- _YOUR ASSIGNMENT_
This exercise asks for every line of the material that includes the word "nodes".

- _STORED DATA_
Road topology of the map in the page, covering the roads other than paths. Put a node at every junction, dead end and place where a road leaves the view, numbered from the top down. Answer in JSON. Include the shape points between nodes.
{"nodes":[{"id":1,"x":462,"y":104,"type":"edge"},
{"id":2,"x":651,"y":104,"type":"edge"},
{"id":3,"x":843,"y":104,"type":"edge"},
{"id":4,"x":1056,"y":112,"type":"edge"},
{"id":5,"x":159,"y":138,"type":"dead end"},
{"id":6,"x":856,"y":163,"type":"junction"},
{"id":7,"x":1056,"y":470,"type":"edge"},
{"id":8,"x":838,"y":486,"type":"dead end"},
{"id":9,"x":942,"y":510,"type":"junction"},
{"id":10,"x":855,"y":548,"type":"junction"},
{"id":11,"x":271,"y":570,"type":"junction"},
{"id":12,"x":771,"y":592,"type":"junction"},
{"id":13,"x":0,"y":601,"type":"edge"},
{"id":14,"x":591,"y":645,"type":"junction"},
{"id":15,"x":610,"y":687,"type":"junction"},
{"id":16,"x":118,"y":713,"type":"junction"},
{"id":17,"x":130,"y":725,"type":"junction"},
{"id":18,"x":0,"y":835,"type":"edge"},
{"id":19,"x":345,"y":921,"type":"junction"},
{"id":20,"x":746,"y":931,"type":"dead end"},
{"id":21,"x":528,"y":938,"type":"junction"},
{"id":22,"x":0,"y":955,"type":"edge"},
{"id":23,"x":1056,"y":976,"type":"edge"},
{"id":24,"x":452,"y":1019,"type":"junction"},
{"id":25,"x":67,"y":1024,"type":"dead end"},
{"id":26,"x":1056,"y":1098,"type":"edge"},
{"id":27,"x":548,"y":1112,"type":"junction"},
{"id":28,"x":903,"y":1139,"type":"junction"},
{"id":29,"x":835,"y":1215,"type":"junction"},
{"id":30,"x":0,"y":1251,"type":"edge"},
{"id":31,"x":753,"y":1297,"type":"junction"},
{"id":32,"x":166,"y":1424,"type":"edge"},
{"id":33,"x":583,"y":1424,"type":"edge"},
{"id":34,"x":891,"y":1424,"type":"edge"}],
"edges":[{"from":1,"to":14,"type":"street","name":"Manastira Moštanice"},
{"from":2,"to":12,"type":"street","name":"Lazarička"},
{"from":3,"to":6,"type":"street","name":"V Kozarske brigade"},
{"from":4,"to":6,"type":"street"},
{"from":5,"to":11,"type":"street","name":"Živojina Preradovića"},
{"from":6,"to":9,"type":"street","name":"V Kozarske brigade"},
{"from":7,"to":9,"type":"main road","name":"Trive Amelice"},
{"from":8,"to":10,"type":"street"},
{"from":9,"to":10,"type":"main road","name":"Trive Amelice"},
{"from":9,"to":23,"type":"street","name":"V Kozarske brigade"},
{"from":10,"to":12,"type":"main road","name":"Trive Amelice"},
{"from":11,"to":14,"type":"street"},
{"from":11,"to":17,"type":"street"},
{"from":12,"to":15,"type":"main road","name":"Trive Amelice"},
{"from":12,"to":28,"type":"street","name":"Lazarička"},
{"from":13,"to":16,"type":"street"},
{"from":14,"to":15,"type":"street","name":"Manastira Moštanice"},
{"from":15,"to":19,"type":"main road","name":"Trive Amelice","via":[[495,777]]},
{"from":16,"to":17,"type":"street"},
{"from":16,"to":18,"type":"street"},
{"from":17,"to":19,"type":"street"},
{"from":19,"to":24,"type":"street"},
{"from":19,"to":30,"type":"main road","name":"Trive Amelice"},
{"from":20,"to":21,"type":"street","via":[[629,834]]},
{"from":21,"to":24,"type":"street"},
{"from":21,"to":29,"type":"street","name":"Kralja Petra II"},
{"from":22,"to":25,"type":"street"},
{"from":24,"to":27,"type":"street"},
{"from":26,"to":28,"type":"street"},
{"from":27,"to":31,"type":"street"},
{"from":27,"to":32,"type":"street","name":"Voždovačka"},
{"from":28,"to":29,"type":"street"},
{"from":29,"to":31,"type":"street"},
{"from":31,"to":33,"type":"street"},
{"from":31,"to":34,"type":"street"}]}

- _SOLUTION TO THE EXERCISE_
Road topology of the map in the page, covering the roads other than paths. Put a node at every junction, dead end and place where a road leaves the view, numbered from the top down. Answer in JSON. Include the shape points between nodes.
{"nodes":[{"id":1,"x":462,"y":104,"type":"edge"},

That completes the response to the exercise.